* Listed entries:

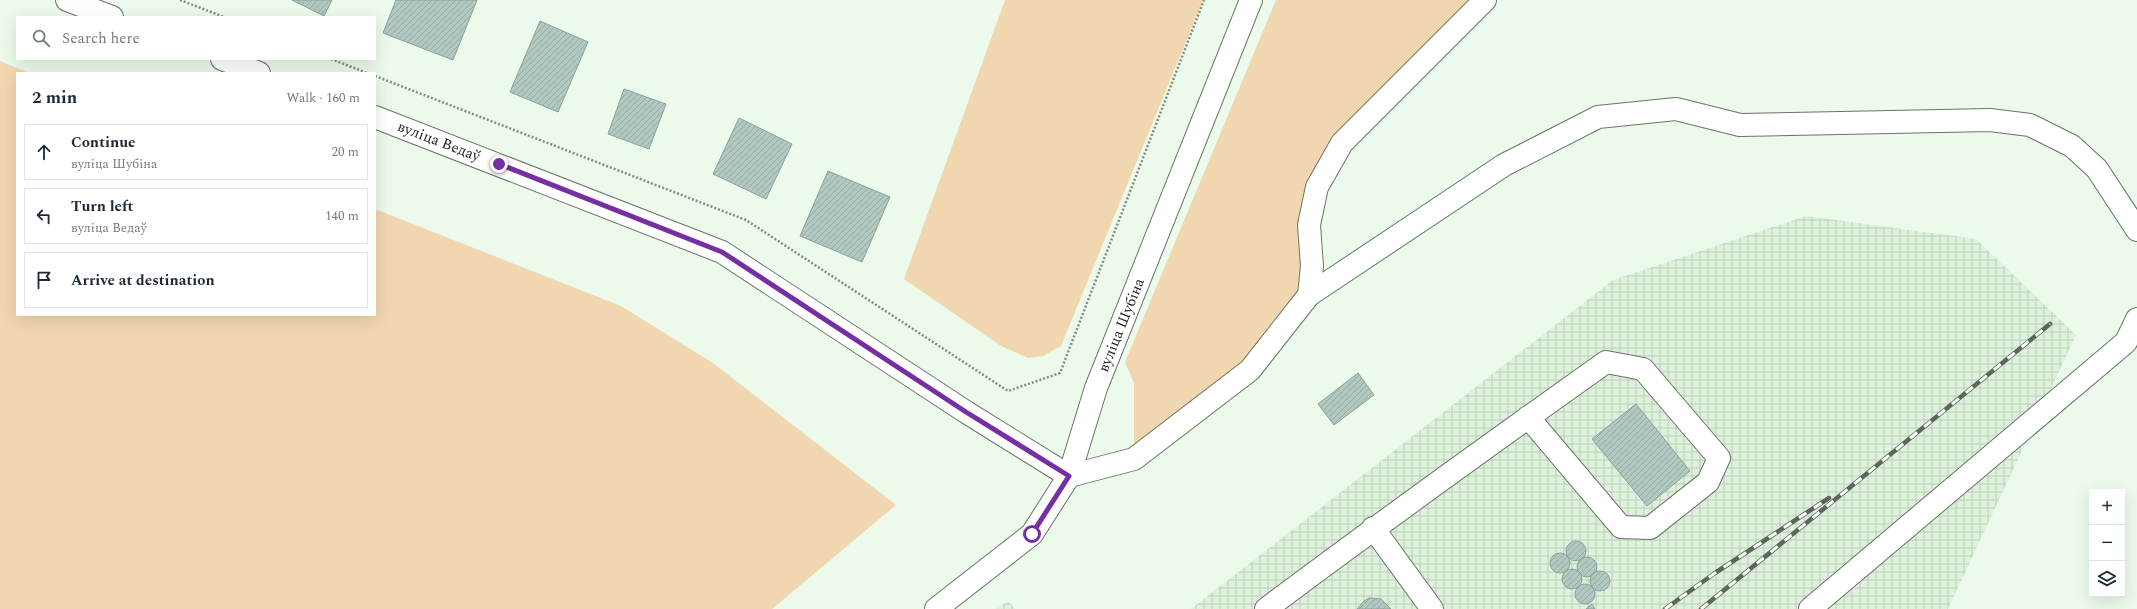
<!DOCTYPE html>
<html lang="en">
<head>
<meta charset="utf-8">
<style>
	:root { --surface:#fff; --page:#f6f6f7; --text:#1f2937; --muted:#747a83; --line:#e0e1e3 }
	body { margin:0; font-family:Spectral,serif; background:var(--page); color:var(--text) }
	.controls { position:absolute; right:12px; bottom:12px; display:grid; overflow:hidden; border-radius:0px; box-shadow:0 4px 16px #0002 }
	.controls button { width:36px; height:36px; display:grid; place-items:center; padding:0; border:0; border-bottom:1px solid var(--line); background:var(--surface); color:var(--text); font:20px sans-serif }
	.stop { position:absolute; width:12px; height:12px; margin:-9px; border:3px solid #762fa3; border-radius:50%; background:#fff }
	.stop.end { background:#762fa3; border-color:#fff; box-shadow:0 1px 4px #0008 }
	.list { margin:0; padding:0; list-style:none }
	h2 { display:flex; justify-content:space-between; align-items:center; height:52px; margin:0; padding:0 16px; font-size:17px }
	h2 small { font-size:13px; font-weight:400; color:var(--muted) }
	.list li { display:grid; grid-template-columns:26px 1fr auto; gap:12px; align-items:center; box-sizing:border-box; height:56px; margin:0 8px 8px; padding:0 8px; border:1px solid var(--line); border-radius:0px }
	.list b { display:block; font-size:15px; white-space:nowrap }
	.list p { margin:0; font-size:13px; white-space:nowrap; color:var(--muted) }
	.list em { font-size:13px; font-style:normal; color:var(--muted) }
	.icon { flex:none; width:22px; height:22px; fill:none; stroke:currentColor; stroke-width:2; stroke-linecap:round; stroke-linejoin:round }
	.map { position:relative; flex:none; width:2137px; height:609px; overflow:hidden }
	.search { position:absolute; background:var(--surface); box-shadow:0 4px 16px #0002; left:16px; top:16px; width:360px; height:44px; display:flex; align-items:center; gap:10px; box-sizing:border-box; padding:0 14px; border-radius:0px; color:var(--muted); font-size:15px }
	.panel { position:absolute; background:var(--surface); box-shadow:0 4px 16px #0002; left:16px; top:72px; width:360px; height:244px; border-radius:0px }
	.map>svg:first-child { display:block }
	.industrial { fill:url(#industrial-grid) }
	.grass { fill:#f1d7b0 }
	.building { fill:url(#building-hatch); stroke:#8ba19b }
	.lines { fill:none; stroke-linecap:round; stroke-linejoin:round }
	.minor-casing { stroke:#687566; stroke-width:24 }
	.path { stroke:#838d82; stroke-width:2.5; stroke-dasharray:2 2; stroke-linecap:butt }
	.minor { stroke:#fff; stroke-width:22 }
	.rail-casing { stroke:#5d665d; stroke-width:4.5 }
	.rail { stroke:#fff; stroke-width:3; stroke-dasharray:9; stroke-linecap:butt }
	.route { stroke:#762fa3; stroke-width:5 }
	.labels { text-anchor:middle; stroke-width:4; stroke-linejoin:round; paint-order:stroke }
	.street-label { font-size:15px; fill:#212721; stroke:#fff }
</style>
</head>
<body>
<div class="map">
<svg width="2137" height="609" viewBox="0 0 2137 609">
	<defs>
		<pattern id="industrial-grid" width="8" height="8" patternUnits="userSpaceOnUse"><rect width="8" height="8" fill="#ddf1db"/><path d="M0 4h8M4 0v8" fill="none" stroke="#bdcfbc"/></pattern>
		<pattern id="building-hatch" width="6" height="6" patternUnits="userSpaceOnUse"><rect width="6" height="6" fill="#b1c8c1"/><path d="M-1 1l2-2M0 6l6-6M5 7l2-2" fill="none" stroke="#98aca6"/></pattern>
	</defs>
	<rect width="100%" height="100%" fill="#ebfaea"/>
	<g class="industrial">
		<polygon points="1806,216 1976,239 2076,335 1948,609 1191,609 1613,280"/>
		<polygon points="1008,601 1015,609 996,609"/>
	</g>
	<g class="grass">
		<polygon points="1005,0 1203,0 1061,346 1043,356 1028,358 1001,346 904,279"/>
		<polygon points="1276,0 1485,0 1317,187 1309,295 1250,370 1134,459 1134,383 1125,362"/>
		<polygon points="0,61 29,73 17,73 17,315 375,315 375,209 621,306 713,363 896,505 772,609 0,609"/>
	</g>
	<g class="building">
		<polygon points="292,0 332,0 324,16"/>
		<polygon points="396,0 477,0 453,60 383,33"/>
		<polygon points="540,21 588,42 558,112 510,92"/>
		<polygon points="624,89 666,104 649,149 608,134"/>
		<polygon points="739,118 792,144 766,199 713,174"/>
		<polygon points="828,171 890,197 862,262 800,236"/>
		<polygon points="1358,373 1374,395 1334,425 1318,404"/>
		<polygon points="1636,404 1690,471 1647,506 1592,439"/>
		<circle cx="1576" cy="551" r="10"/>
		<circle cx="1560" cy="563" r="10"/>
		<circle cx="1587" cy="567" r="10"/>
		<circle cx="1572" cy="579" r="10"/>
		<circle cx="1600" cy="581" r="10"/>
		<circle cx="1585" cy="594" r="10"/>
		<polygon points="1369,598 1381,599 1391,609 1357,609 1364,601"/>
		<polygon points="1592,604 1595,609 1586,609"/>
	</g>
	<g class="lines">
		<g class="minor-casing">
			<g id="minor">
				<polyline points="67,0 112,17"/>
				<polyline points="222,59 259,73"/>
				<polyline points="375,117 722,252 966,412 1069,476"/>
				<polyline points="1309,295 1312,266 1309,225 1317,187 1342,143 1485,0"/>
				<polyline points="1069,476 1134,459 1250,370 1309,295 1504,165 1598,117 1676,109 1740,125 1990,120 2030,125 2072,146 2097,169 2137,230"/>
				<polyline points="1373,528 1432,609"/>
				<polyline points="936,609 1032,534 1069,476 1096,388 1251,0"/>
				<path d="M1266 609C1378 525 1492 443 1606 362L1643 369 1719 458 1708 482 1650 528 1621 527 1528 417"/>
				<polyline points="1810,609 2126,342 2137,319"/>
			</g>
		</g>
		<g class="path">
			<polyline points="180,0 224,17"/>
			<polyline points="331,59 367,73"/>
			<polyline points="375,76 746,220 1008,391 1060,373 1204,0"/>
		</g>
		<use href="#minor" class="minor"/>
		<g class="rail-casing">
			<g id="rail">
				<polyline points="1665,609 1715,573 1829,498"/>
				<polyline points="1701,609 2050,324"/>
			</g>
		</g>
		<use href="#rail" class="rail"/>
	</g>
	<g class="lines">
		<polyline class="route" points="499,164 722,252 966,412 1069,476 1032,534"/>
	</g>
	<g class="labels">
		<g class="street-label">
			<text transform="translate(439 141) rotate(21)" y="5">вуліца Ведаў</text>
			<text transform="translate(1121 325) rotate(-68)" y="5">вуліца Шубіна</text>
		</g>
	</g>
</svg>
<div class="controls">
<button>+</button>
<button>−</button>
<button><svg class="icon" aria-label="layers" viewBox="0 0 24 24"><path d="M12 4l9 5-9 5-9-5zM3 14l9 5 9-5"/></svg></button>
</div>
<div class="stop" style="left:1032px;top:534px"></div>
<div class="stop end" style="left:499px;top:164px"></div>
<div class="search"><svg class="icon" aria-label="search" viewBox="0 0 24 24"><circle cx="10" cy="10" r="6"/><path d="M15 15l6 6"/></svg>Search here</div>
<section class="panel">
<h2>2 min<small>Walk · 160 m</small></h2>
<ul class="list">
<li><svg class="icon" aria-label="ahead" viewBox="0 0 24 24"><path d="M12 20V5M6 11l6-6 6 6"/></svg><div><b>Continue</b><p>вуліца Шубіна</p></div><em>20 m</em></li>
<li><svg class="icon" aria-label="left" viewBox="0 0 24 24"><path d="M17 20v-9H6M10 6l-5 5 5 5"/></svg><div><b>Turn left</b><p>вуліца Ведаў</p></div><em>140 m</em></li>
<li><svg class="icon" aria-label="arrive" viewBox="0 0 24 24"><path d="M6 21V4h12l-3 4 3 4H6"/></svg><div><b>Arrive at destination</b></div></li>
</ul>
</section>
</div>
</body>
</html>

* Task prompt: Through the line containing "fill:none; stroke-linecap:round; stroke-linejoin:round" and no further, restate the data above word for word from its first line, leaving out pictures.

* Your response:
<!DOCTYPE html>
<html lang="en">
<head>
<meta charset="utf-8">
<style>
	:root { --surface:#fff; --page:#f6f6f7; --text:#1f2937; --muted:#747a83; --line:#e0e1e3 }
	body { margin:0; font-family:Spectral,serif; background:var(--page); color:var(--text) }
	.controls { position:absolute; right:12px; bottom:12px; display:grid; overflow:hidden; border-radius:0px; box-shadow:0 4px 16px #0002 }
	.controls button { width:36px; height:36px; display:grid; place-items:center; padding:0; border:0; border-bottom:1px solid var(--line); background:var(--surface); color:var(--text); font:20px sans-serif }
	.stop { position:absolute; width:12px; height:12px; margin:-9px; border:3px solid #762fa3; border-radius:50%; background:#fff }
	.stop.end { background:#762fa3; border-color:#fff; box-shadow:0 1px 4px #0008 }
	.list { margin:0; padding:0; list-style:none }
	h2 { display:flex; justify-content:space-between; align-items:center; height:52px; margin:0; padding:0 16px; font-size:17px }
	h2 small { font-size:13px; font-weight:400; color:var(--muted) }
	.list li { display:grid; grid-template-columns:26px 1fr auto; gap:12px; align-items:center; box-sizing:border-box; height:56px; margin:0 8px 8px; padding:0 8px; border:1px solid var(--line); border-radius:0px }
	.list b { display:block; font-size:15px; white-space:nowrap }
	.list p { margin:0; font-size:13px; white-space:nowrap; color:var(--muted) }
	.list em { font-size:13px; font-style:normal; color:var(--muted) }
	.icon { flex:none; width:22px; height:22px; fill:none; stroke:currentColor; stroke-width:2; stroke-linecap:round; stroke-linejoin:round }
	.map { position:relative; flex:none; width:2137px; height:609px; overflow:hidden }
	.search { position:absolute; background:var(--surface); box-shadow:0 4px 16px #0002; left:16px; top:16px; width:360px; height:44px; display:flex; align-items:center; gap:10px; box-sizing:border-box; padding:0 14px; border-radius:0px; color:var(--muted); font-size:15px }
	.panel { position:absolute; background:var(--surface); box-shadow:0 4px 16px #0002; left:16px; top:72px; width:360px; height:244px; border-radius:0px }
	.map>svg:first-child { display:block }
	.industrial { fill:url(#industrial-grid) }
	.grass { fill:#f1d7b0 }
	.building { fill:url(#building-hatch); stroke:#8ba19b }
	.lines { fill:none; stroke-linecap:round; stroke-linejoin:round }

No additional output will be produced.